VIOLET JUMPED up from where they were eating. “The children!”

Splashes and screams followed.

Icy fear gripped Ford’s heart. Boots and all, he made a running dive into the river.

But the splashes were playful ones—on Rowan’s part, at least. And if Jewel’s shrieks weren’t exactly in fun, they weren’t pleas for rescue, either. It was obvious both children knew how to swim.

The shock of cold water helped Ford regain his wits as he gathered Jewel and Rowan to him, one in each arm. He should have given his niece more credit, he thought wryly. She was much too clever to leap to her death. And if she was less than pleased with the outcome of her prank, perhaps it would be a lesson learned.

Moments later he’d hauled them ashore, no harm done. But by the time they were back on the barge and sailing for home, Violet was on the verge of hysterics.

“We shouldn’t have left them!” she wailed, wringing her hands. Ford had never seen anybody wring their hands. Not in real life. He’d thought people only wrung their hands in plays.

And they hadn’t left the children—they’d been watching them the entire time. He’d been there within seconds, he reminded himself, struggling to hold on to logic in the face of hysteria. There had never been any real risk of drowning.

So why was his pulse still beating double-time?

He drew a deep breath. ”All’s well that ends well,” he told Violet philosophically, wondering if a philosopher had actually said that. But if she knew, she was in no state to inform him.

Jewel was equally hysterical. “There were fish in there!” Her entire body shuddered, and not from the wet and cold. “Fish! Slimy fish!”

Rowan was hysterically laughing at Jewel, and Ford…well, if he hadn’t felt a need to act as the lone voice of reason, he’d have been hysterical along with the rest of them.

“Of course there were fish,” Rowan crowed between snorts. “You goose,” he added with undisguised glee.

Ford suspected he’d been waiting to call Jewel a goose since she’d called him one on the swings. Pouring water from one of his boots, he rather sympathized with the boy.
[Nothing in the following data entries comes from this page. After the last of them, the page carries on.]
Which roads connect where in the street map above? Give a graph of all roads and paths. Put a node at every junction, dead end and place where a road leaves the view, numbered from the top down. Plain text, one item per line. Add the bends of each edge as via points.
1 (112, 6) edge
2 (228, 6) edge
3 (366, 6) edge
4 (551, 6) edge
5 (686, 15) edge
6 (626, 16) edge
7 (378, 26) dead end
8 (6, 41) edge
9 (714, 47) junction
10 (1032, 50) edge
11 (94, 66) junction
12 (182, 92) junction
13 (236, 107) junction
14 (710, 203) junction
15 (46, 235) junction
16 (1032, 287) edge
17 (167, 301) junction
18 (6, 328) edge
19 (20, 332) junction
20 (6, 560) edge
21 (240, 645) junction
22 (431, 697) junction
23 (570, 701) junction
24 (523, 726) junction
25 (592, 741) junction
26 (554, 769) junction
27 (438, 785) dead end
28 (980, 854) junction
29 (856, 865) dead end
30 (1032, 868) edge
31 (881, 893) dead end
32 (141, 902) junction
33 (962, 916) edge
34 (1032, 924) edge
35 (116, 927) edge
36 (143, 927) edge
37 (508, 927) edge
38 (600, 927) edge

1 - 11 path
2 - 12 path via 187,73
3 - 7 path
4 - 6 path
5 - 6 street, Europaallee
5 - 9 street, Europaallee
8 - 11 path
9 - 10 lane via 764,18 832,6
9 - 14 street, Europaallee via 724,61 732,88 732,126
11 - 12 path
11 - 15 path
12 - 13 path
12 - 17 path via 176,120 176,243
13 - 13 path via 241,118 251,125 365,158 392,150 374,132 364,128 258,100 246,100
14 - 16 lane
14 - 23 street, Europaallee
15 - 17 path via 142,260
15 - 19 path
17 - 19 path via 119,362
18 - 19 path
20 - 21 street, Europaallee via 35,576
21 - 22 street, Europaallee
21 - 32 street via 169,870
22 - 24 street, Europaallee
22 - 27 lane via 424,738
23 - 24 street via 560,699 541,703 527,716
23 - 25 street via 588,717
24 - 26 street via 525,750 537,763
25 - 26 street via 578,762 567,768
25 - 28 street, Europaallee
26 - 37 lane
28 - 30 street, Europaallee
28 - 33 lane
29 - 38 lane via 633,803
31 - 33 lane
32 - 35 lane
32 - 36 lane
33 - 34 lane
Women. Ford would never understand them. For a moment back at the inn, he’d thought he had finally made sense of Violet. He’d seen that she was driven by a deep-rooted ambition not unlike his own. That warm flash of connection had felt so surprising and welcome, he’d made an offhand jest about men and marriage—just a silly jest! But it seemed to have shocked her, or angered her. Or both.

Criminy, why did women have to take everything so seriously?

As they neared Trentingham’s dock, he sighed and tipped his second boot. Water ran out, along with a tiny sliver of silver.

“Another fish!” Jewel screamed.

Rowan snickered.

Violet moaned.

And Ford knew he wasn’t going to get an answer to his question.